Lágrimas, gritos y tecnología

La secuencia donde el vaso se estrella es el punto culminante de la tensión. El sonido imaginario del cristal rompiendo resuena fuerte. Es fascinante ver cómo el protagonista pasa de ser una víctima indefensa a alguien con un poder misterioso en la mano. La evolución de la historia en ¿Tengo que enamorar a una zombi? es impredecible y cada minuto cuenta una nueva sorpresa visual.

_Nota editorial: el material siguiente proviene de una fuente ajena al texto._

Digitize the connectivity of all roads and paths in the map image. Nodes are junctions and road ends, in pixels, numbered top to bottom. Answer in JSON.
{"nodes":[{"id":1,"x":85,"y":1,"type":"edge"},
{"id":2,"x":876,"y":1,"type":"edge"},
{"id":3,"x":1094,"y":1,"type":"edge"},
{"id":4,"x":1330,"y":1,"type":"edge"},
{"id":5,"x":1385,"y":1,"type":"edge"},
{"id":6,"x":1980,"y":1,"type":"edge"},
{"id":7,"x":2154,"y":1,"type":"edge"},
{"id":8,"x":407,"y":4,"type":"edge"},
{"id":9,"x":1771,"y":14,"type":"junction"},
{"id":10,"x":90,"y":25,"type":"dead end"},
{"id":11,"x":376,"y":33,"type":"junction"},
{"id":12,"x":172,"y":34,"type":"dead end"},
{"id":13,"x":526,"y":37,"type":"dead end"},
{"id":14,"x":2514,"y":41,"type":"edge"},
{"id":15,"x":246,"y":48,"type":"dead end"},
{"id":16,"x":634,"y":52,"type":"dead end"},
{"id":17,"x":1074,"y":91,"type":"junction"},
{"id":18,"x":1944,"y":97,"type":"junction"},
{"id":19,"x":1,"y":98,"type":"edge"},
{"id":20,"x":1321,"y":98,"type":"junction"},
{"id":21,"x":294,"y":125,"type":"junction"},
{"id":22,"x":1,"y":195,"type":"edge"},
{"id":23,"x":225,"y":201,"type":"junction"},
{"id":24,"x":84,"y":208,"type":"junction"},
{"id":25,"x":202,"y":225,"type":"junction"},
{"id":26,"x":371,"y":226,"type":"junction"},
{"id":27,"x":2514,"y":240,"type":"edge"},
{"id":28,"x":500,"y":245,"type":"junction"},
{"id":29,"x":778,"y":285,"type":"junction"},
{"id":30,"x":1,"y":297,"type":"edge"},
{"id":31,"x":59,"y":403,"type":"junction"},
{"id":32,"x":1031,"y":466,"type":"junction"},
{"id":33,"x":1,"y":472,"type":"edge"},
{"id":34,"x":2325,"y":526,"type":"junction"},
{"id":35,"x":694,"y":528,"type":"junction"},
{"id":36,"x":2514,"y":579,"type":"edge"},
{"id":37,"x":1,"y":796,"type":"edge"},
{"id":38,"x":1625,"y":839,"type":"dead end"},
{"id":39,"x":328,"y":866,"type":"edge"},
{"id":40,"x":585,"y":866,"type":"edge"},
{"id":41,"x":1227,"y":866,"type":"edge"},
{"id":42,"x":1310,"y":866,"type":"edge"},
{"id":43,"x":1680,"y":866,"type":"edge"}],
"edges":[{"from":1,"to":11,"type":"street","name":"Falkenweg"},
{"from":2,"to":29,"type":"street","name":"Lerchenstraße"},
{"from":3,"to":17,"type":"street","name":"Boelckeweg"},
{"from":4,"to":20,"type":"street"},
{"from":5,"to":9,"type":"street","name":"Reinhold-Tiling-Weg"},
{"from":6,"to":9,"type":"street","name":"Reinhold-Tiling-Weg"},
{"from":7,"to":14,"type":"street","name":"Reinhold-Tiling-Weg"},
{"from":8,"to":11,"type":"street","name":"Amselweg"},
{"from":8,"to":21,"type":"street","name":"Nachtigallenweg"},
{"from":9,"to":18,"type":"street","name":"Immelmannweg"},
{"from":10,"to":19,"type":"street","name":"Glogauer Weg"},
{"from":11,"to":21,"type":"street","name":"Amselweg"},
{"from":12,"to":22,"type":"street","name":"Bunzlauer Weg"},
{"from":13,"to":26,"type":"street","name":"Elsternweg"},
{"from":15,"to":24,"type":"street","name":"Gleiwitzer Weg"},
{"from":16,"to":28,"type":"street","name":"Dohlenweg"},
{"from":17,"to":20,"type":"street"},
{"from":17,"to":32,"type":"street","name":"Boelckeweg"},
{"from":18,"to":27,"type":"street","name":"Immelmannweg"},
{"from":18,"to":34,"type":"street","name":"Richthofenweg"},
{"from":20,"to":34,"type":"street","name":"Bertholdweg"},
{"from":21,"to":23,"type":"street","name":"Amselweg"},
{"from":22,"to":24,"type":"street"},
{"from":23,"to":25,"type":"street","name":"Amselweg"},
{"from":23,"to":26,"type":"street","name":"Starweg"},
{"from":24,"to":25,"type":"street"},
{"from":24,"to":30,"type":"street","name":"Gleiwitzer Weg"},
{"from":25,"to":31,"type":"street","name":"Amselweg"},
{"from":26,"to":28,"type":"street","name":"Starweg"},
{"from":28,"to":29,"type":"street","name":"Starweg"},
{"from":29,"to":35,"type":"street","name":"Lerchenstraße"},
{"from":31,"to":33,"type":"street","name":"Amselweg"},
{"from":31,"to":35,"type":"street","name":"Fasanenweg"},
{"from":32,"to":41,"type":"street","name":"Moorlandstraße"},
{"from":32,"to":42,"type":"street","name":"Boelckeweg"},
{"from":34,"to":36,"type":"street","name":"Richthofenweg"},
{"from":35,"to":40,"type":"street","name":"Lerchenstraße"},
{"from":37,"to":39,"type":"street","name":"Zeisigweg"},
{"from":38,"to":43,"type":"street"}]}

El corazón roto en la ruina

Ver a Lucas derrumbarse en el suelo mientras ella se aleja corriendo es desgarrador. La tensión emocional en esa escena callejera es palpable y duele. Justo cuando pensaba que la historia se calmaba, aparece ese sistema futurista con la chica de coletas rosas en ¿Tengo que enamorar a una zombi? cambiando todo el tono. La mezcla de drama humano y elementos de sistema es adictiva.